Dade-Medical School closes doors

With the closure of the six campus medical school, Dade Medical College students were left confused and without answers.
The school closed its doors on the students, leaving many of them thousands of dollars in debt and with zero college credits to show for it.
After many months of scrutiny from the U.S. Department of Education and overwhelming debt, the unaccredited college closed its doors.
Announcing its closure with an e-mail sent to each student, professor and administrator, many were left with more questions than answers.
There was no explanation as to why the school closed, which added to the teachers’ and students’ confusion.
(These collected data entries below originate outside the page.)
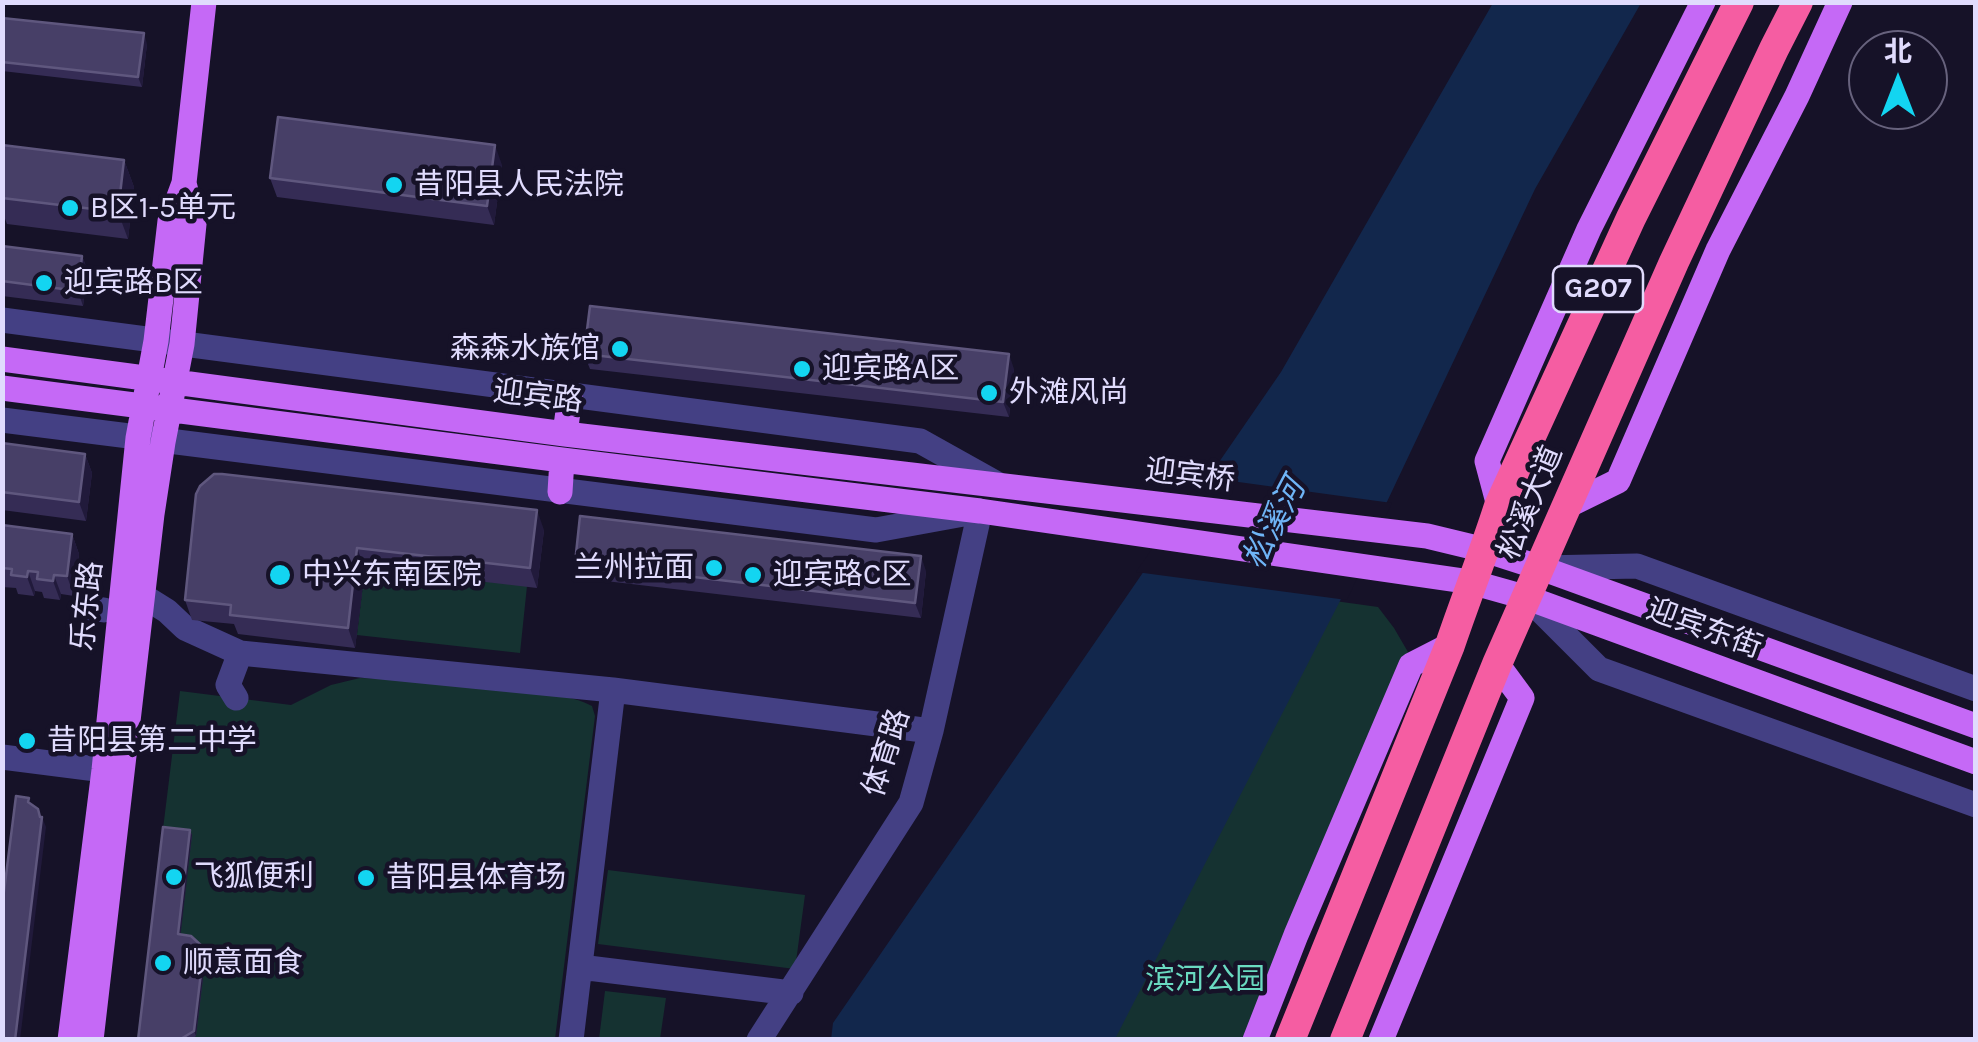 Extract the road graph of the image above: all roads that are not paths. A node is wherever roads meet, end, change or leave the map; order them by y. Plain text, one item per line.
1 (204, 2) edge
2 (1703, 2) edge
3 (1738, 2) edge
4 (1798, 2) edge
5 (1840, 2) edge
6 (2, 320) edge
7 (169, 342) junction
8 (2, 359) edge
9 (162, 379) junction
10 (2, 388) edge
11 (570, 396) junction
12 (157, 408) junction
13 (2, 420) edge
14 (565, 434) junction
15 (151, 440) junction
16 (562, 460) junction
17 (996, 484) junction
18 (560, 492) junction
19 (1065, 494) joint
20 (1500, 506) junction
21 (1568, 506) junction
22 (980, 511) junction
23 (1427, 536) joint
24 (1485, 550) junction
25 (1541, 568) junction
26 (1406, 571) joint
27 (1471, 582) junction
28 (143, 596) junction
29 (1528, 598) junction
30 (1450, 645) junction
31 (240, 653) junction
32 (1497, 664) junction
33 (1976, 689) edge
34 (613, 690) junction
35 (236, 698) dead end
36 (1976, 726) edge
37 (932, 731) junction
38 (2, 757) edge
39 (1976, 762) edge
40 (104, 770) junction
41 (1976, 805) edge
42 (580, 967) junction
43 (791, 994) junction
44 (70, 1040) edge
45 (90, 1040) edge
46 (571, 1040) edge
47 (759, 1040) edge
48 (1255, 1040) edge
49 (1290, 1040) edge
50 (1345, 1040) edge
51 (1381, 1040) edge

1 - 7 main road, 乐东路
2 - 20 main road
3 - 20 highway, 松溪大道 / G207
4 - 21 highway, 松溪大道 / G207
5 - 21 main road
6 - 7 street
7 - 9 main road, 乐东路
7 - 11 street
8 - 9 main road, 迎宾路
9 - 12 main road, 乐东路
9 - 14 main road, 迎宾路
10 - 12 main road, 迎宾路
11 - 14 main road
11 - 17 street
12 - 15 main road, 乐东路
12 - 16 main road, 迎宾路
13 - 15 street
14 - 17 main road, 迎宾路
15 - 18 street
15 - 28 main road, 乐东路
15 - 40 main road, 乐东路
16 - 18 main road
16 - 22 main road, 迎宾路
17 - 19 main road, 迎宾路
18 - 22 street
19 - 23 main road, 迎宾桥
20 - 24 highway, 松溪大道 / G207
21 - 25 highway, 松溪大道 / G207
22 - 26 main road, 迎宾路
22 - 37 street, 体育路
23 - 24 main road, 迎宾东街
24 - 25 main road, 迎宾东街
24 - 27 highway, 松溪大道 / G207
25 - 29 highway, 松溪大道 / G207
25 - 33 street
25 - 36 main road, 迎宾东街
26 - 27 main road, 迎宾东街
27 - 29 main road, 迎宾东街
27 - 30 highway, 松溪大道 / G207
28 - 31 street
28 - 45 main road, 乐东路
29 - 32 highway, 松溪大道 / G207
29 - 39 main road, 迎宾东街
29 - 41 street
30 - 48 main road
30 - 49 highway, 松溪大道 / G207
31 - 34 street
31 - 35 street
32 - 50 highway, 松溪大道 / G207
32 - 51 main road
34 - 37 street
34 - 42 street
37 - 43 street, 体育路
38 - 40 street
40 - 44 main road, 乐东路
42 - 43 street
42 - 46 street
43 - 47 street, 体育路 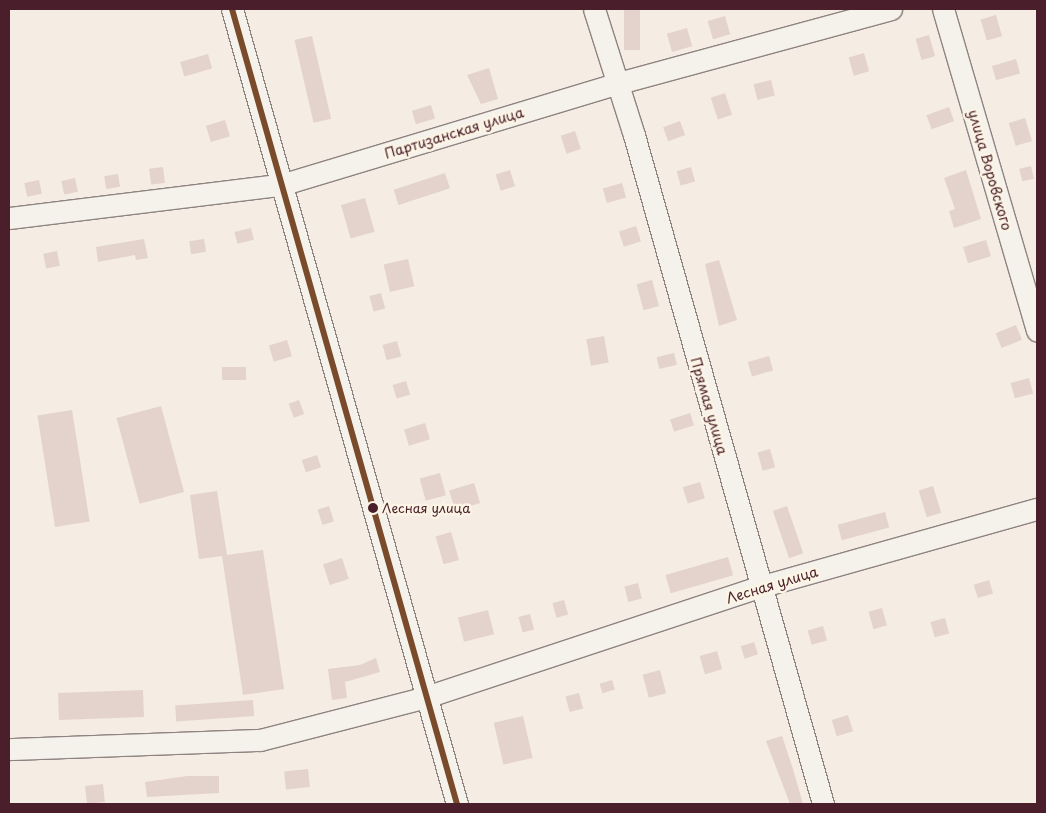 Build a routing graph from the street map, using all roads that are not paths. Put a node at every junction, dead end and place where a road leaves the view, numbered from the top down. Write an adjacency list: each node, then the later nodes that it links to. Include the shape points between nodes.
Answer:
1 (232, 9): 6 (street)
2 (594, 9): 5 (street, Прямая улица)
3 (891, 9): 5 (street, Партизанская улица)
4 (942, 9): 8 (street, улица Воровского)
5 (615, 84): 6 (street, Партизанская улица); 10 (street, Прямая улица, via 634,136)
6 (284, 184): 7 (street, Партизанская улица); 11 (street)
7 (9, 218)
8 (1037, 331)
9 (1037, 509): 10 (street, Лесная улица)
10 (759, 587): 11 (street, Лесная улица); 14 (street, Прямая улица)
11 (426, 697): 12 (street, Лесная улица, via 260,740); 13 (street)
12 (9, 749)
13 (456, 804)
14 (823, 804) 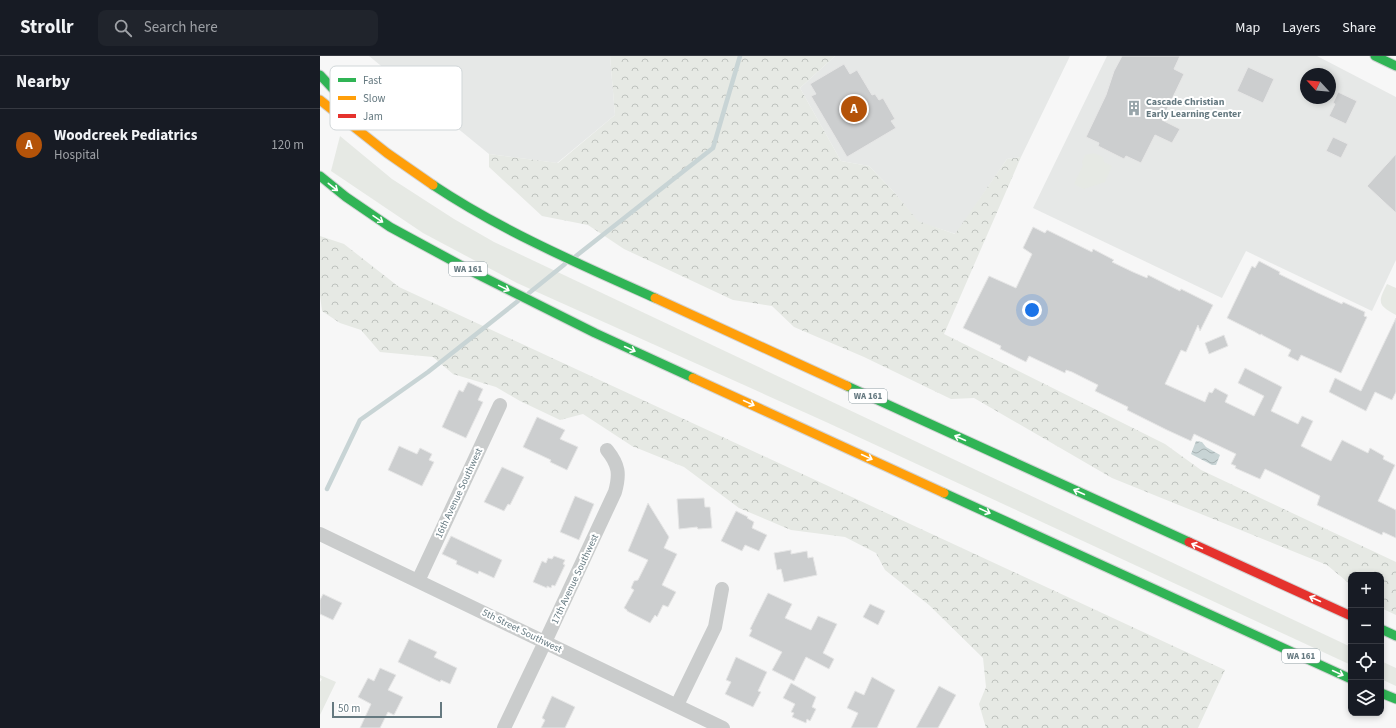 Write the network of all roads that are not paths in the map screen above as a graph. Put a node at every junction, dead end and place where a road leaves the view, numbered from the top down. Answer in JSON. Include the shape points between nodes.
{"nodes":[{"id":1,"x":1375,"y":56,"type":"edge"},
{"id":2,"x":1396,"y":66,"type":"edge"},
{"id":3,"x":320,"y":75,"type":"edge"},
{"id":4,"x":330,"y":85,"type":"edge"},
{"id":5,"x":320,"y":100,"type":"edge"},
{"id":6,"x":330,"y":108,"type":"edge"},
{"id":7,"x":358,"y":130,"type":"edge"},
{"id":8,"x":370,"y":130,"type":"edge"},
{"id":9,"x":394,"y":159,"type":"junction"},
{"id":10,"x":320,"y":176,"type":"edge"},
{"id":11,"x":527,"y":309,"type":"dead end"},
{"id":12,"x":595,"y":333,"type":"junction"},
{"id":13,"x":500,"y":405,"type":"dead end"},
{"id":14,"x":607,"y":450,"type":"dead end"},
{"id":15,"x":320,"y":534,"type":"edge"},
{"id":16,"x":418,"y":581,"type":"junction"},
{"id":17,"x":722,"y":589,"type":"dead end"},
{"id":18,"x":1348,"y":615,"type":"edge"},
{"id":19,"x":1384,"y":630,"type":"edge"},
{"id":20,"x":1396,"y":636,"type":"edge"},
{"id":21,"x":545,"y":642,"type":"junction"},
{"id":22,"x":1348,"y":678,"type":"edge"},
{"id":23,"x":1384,"y":693,"type":"edge"},
{"id":24,"x":1396,"y":699,"type":"edge"},
{"id":25,"x":677,"y":705,"type":"junction"},
{"id":26,"x":504,"y":728,"type":"edge"},
{"id":27,"x":723,"y":728,"type":"edge"}],
"edges":[{"from":1,"to":2,"type":"main road"},
{"from":3,"to":4,"type":"main road"},
{"from":5,"to":6,"type":"main road","number":"WA 161"},
{"from":7,"to":9,"type":"main road","number":"WA 161"},
{"from":8,"to":9,"type":"main road"},
{"from":18,"to":9,"type":"main road","number":"WA 161","one_way":true,"via":[[575,262],[458,201]]},
{"from":10,"to":12,"type":"main road","number":"WA 161","one_way":true,"via":[[390,227]]},
{"from":11,"to":12,"type":"main road"},
{"from":12,"to":22,"type":"main road","number":"WA 161","one_way":true},
{"from":13,"to":16,"type":"street","name":"16th Avenue Southwest"},
{"from":14,"to":21,"type":"street","name":"17th Avenue Southwest","via":[[615,460],[618,483]]},
{"from":15,"to":16,"type":"street","name":"5th Street Southwest"},
{"from":16,"to":21,"type":"street","name":"5th Street Southwest"},
{"from":17,"to":25,"type":"street","via":[[715,627]]},
{"from":19,"to":20,"type":"main road"},
{"from":21,"to":25,"type":"street","name":"5th Street Southwest"},
{"from":21,"to":26,"type":"street","name":"17th Avenue Southwest"},
{"from":23,"to":24,"type":"main road"},
{"from":25,"to":27,"type":"street","name":"5th Street Southwest"}]}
Ernesto Perez, the founder of the college, was a powerful lobbyist in Tallahassee as well as in local politics, wielding influence over politicians in Miami.
However, he lost his influence when he was indicted for the illegal bundling of money to political campaigns, and later plead guilty to the charge.
This, and the accumulation of debt, as well as problems with the Department of Education, caused the eventual and sudden closing of the school.
The closing affected around 2,000 students, some of those students being parents of students at MAST.
Sergio Alvarez Sr. (father of junior Sergio Alvarez Jr.), was one of those affected, and his sentiment was shared by many other students.
“I felt frustrated, I felt as if at that moment all the effort that I’ve put forth that year was lost, and that my friends and I had not only lost our money but also the chance to accomplish our dreams,” Alvarez said about the school’s closure.
The faculty was no less confused; Alvarez said that he repeatedly asked the faculty, “What happens now?” without receiving much of an answer.
Fortunately for Alvarez, he was able to find a school that was willing to accept his credits.
“I searched for schools that would accept my infirmary credits, and I was able to find one,” Alvarez said.
Other students were not as lucky.
Many of Alvarez’s friends and colleagues are looking for a college that will accept their credits.
“We will keep searching, we don’t know what else to do,” Alvarez continued.
Fortunately for some, the students might not have to pay for all the academic loans they took out to pay for the school.
According to Alvarez, the government is offering to pardon any academic loans of those students who continue to study.
But for those students who can not find a college, such a pardon would be of no use.
For those who have not found a college to transfer to, the question remains, “What happens now?”
They believe that most of the work they did was in vain; and those students who are single fathers and mothers, or of a lower income do not have many opportunities available, the reprecussions of this will be felt.